The Plot/What 100: Two young Guyanese men arrive in America only to be immediately enveloped in organized crime. They are embroiled in a plot to kidnap the grandchild of a celebrity chef, a gambit that isn't about money at all but something deeper, and personal. It goes horribly awry.  A hungry, savvy Postal Inspector stumbles into the conspiracy and tries to follow the ever shuffling deck of cards, meeting resistance at every turn.

1-1-1: 
(1 Great) The first lure into Full Circle for me was it being Steven Soderbergh's latest venture.  While I've never been a religious Soderbergh viewer, I do think he's got an amazing talent for identifying good story and telling it an intriguing fashion.  But that's not the "great" I want to talk about. While Soderbergh drew me in, it's Ed Solomon's intricately layered plot that steadily reveals in the first episode that had me transfixed. The intricacy of the mini-series opener persists straight through to the end, as it sustains its exceptionally high level of intrigue and culminates in a satisfying but melancholy conclusion.

(1 Good) The cast is stacked with new faces and big name draws alike, and to Soderbergh's credit (or his casting agent's), the new talent like Jharrel Jerome (Moonlight), Sheyi Cole and Adia (The Midnight Club) are given equal, if not more time than the likes of Clare Danes, Timothy Olyphant and Dennis Quaid. The acting by all is superb, but it's clearly Zazie Beetz who steals the show. I've seen Beetz in more roles than I can count at this juncture, and she's always a welcome presence, but she is in premiere form here as a tenacious Postal Inspector who would likely be abrasive in others hands but comes off as sympathetic and charming, without ever excusing her flaws.  It's a brilliant role, and wonderful performance that should get her an Emmy (a nomination at least).

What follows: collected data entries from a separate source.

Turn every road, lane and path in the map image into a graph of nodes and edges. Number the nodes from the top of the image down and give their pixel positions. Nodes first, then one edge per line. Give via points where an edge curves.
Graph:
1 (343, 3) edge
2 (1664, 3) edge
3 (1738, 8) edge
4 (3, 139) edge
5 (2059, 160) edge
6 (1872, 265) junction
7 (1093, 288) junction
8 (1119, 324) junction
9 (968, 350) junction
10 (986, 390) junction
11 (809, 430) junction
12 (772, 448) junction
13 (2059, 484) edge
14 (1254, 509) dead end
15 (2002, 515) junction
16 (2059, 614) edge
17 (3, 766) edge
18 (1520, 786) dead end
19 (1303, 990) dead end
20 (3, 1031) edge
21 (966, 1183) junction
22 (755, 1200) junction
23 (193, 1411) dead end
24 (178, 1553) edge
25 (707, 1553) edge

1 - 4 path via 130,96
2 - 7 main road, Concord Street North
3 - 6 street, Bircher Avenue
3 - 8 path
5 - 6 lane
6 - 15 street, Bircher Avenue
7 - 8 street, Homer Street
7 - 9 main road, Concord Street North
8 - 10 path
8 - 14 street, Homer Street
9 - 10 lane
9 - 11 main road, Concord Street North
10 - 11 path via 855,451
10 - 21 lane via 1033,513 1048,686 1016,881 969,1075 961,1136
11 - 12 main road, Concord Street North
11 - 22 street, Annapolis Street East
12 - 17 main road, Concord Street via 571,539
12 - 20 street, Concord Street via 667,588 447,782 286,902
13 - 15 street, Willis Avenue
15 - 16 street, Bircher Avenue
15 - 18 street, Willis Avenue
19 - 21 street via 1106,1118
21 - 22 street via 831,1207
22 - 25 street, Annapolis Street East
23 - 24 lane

(1 Bad) Soderbergh seems to be still in his "shooting films on iPhones" mode that screams Dogme '95. The lighting is all natural and everything seems to be shot using the exact same lens.  The particularly egregious part is Soderbergh's choice to film frequently in "up shots" from about waist height which gives the impression of watching the events from a child's eye view (even though children are pretty uninvolved in the proceedings... the kidnapping is of a teenager).  It takes some getting used to, like his experimentation with fisheye lenses with No Sudden Move. His filmic choices don't seem to distract him in his ability to tell the story, but it may distract the viewer detrimentally.

Meta: Soderbergh and Solomon collaborated previously on No Sudden Move and the experimental Mosaic.  It seems to be an increasingly fruitful collaboration for the previously "retired" Soderbergh.  Solomon provides a tight, gripping, twisty, frequently funny but mature script for Full Circle, and paired with No Sudden Move it may come as a surprise that he was a staff writer on Laverne & Shirley and It's Garry Shandling Show, as well as writer or co-writer of all the Bill & Ted movies, Men In Black, and the two Now You See Me movies.  It's a shocking filmography in a way, yet, also makes kind of sense in a way.  There's definitely an evolution happening there that makes Solomon's next project something to definitely keep an eye out for.